Of course, as you’re doing this, you have to remember the other thing that prolongs the time it takes to get good:
Push Past The Pain Period
The hardest thing about any new skill is the first few hours of practice. No matter who you are and no matter what skill you’re trying to learn, you’re going to suck. There’s no getting around it. The process of learning a skill is the same, regardless of whether you’re learning an instrument or trying to learn to seduce women. You start with unconscious incompetence – that is: you don’t know what you don’t know because you’ve never done it before. When you first start to develop the skill you move to what’s called conscious incompetence: getting smacked in the face with just how bad you are at this.
This is the part that kicks most people square in their insecurities. Yeah, you may have been intellectually ready to admit you weren’t going to be great at this but getting hit with being that bad? That’s going to demoralize you and make you wonder why you’re even bothering. But the truth of the matter is: everyone goes through this. This is the pain period – the point where you are continually, uncomfortably aware being fucking awful. It will make you question why in pluperfect Hell you’re putting yourself through this torture. It will leave you feeling lower than a snake’s ass in a drainage ditch, convinced that literally anyone else would be better than you at this.
When it seems like you’re the worst, the absolute worst at something, it’s hard to want to continue. You lose your motivation to practice. After all, what’s the point? You’re awful, you know it, why keep underlining it? This is the part where most people quit.
But that’s the thing: you’re only bad at it because you’ve never done it before. The pain period hurts because there’s that part of you that expected it to be easy. It’s ok: everyone does, and everyone goes through this.

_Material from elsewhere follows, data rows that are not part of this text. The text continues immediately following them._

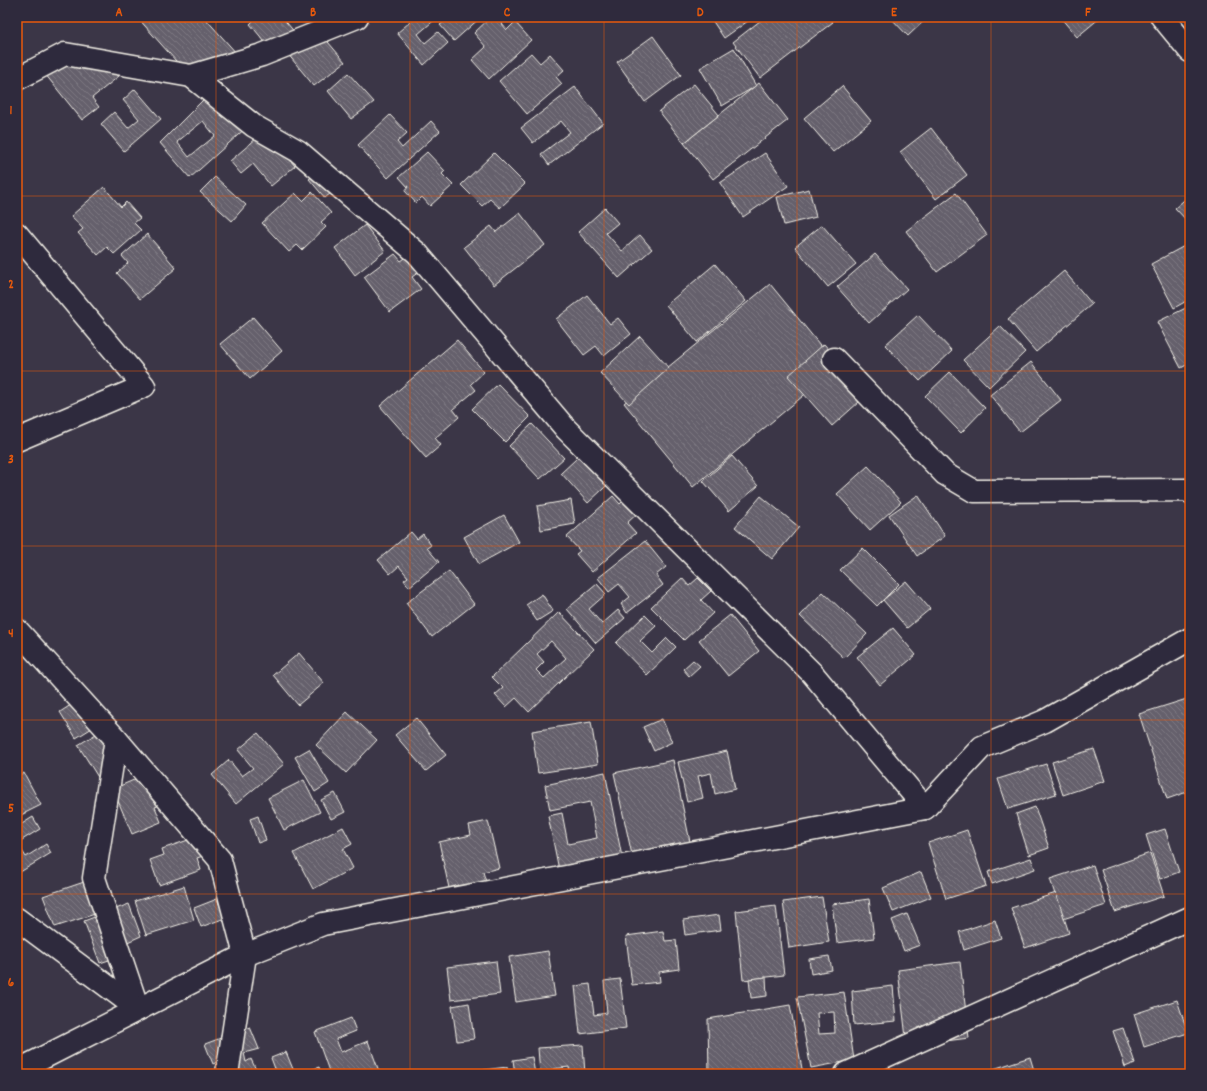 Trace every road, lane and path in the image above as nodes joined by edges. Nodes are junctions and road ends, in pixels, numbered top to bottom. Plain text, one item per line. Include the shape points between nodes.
1 (357, 17) edge
2 (1162, 17) edge
3 (1190, 51) edge
4 (191, 76) junction
5 (17, 79) edge
6 (17, 234) edge
7 (834, 358) dead end
8 (17, 440) edge
9 (1190, 492) edge
10 (17, 630) edge
11 (1190, 639) edge
12 (116, 739) junction
13 (925, 808) junction
14 (1190, 918) edge
15 (17, 919) edge
16 (245, 955) junction
17 (138, 1010) junction
18 (17, 1071) edge
19 (227, 1074) edge
20 (846, 1074) edge

1 - 4 street via 262,55
2 - 3 street
4 - 5 street via 65,54
4 - 13 street via 254,126 298,151 417,253 566,429 812,673
6 - 8 street via 144,386
7 - 9 street via 945,474 974,491
10 - 12 street
11 - 13 street via 1045,721 982,747
12 - 16 street via 220,860
12 - 17 street via 94,878
13 - 16 street via 323,924
14 - 20 street
15 - 17 street
16 - 17 street
16 - 19 street
17 - 18 street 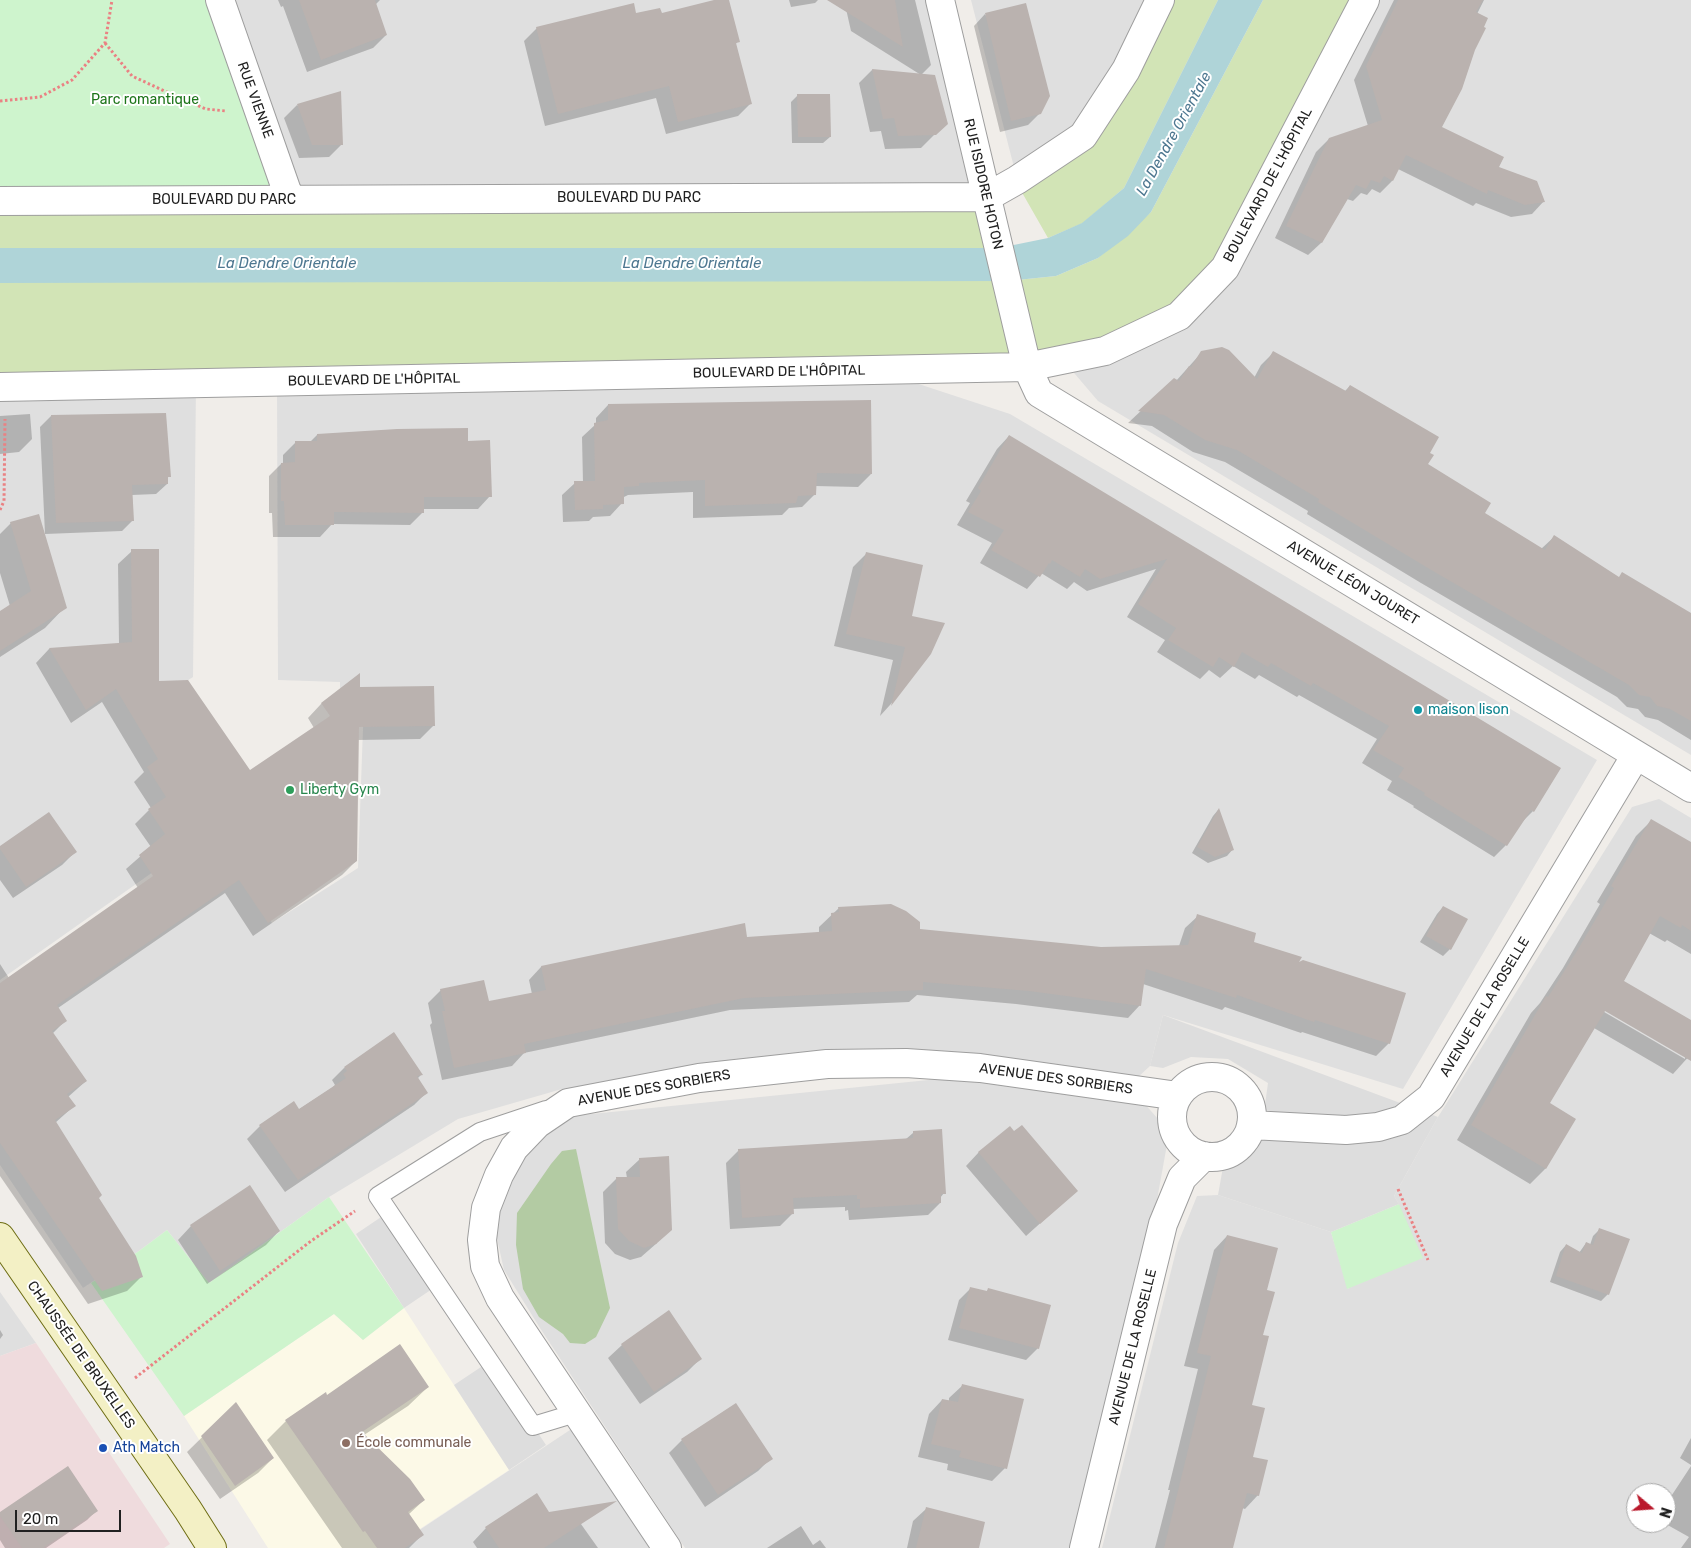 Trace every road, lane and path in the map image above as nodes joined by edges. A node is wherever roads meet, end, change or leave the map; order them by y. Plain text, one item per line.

Think of it like the ache of underused muscles: it may hurt but only at first. If you can grit your teeth, clench your emotional fists and push through that frustration it will stop hurting. Not immediately. Not at first. First it will just hurt less. You may still suck but not as hard as before. But as you keep at it, if you keep practicing, you’ll reach the next level. You’ll hit the point of conscious competence: you know what you’re doing but you have to think about it. And if you continue practicing, you hit the final stage: unconscious competence. It’ll become part of your muscle memory, the things that you without thinking.
But only if you push through the pain period. Only if you take that frustration and redouble your efforts to improve.
Which is why the last point may be the most important:
Don’t Let The Perfect Become The Enemy of The Good
Remember what I said about taking 10,000 hours to master something? That’s actually an exaggeration. See, the 10,000 hours of practice is what it takes to be a master of something. Not just good but “best in the world” levels of good. That’s the level of Olympic athletes and chess Grandmasters. But we let the idea of 10,000 hours become our Everest. We assume we need to hit that level of mastery when in reality? You only need to be pretty good.
We let the idea of perfection fuck us over. We get angry when our practice is off, when we make minor mistakes we feel like we should be past already. If we don’t do everything 100% correctly, we’ve failed.
But it’s not true. The point of practice is to make mistakes – we want to learn so we can self-edit and self-correct. Practice is how we learn what mistakes we’re making and how to fix them. That’s the point. And by making those mistakes, we learn how to not make them again. Practice helps us realize how far we’ve come.
Learning a skill can be frustrating. There will be plateaus and mistakes and walls we think we can never overcome. This is as true in dating as it is in sports or chess or music. But you can break through, if you keep at it.
You don’t need to put in 10,000 hours to reach your goal – whether it’s one special person or a dozen sexual encounters. You just need to put in the work. By practicing in the right way, you can develop our skills faster than you ever believed you could.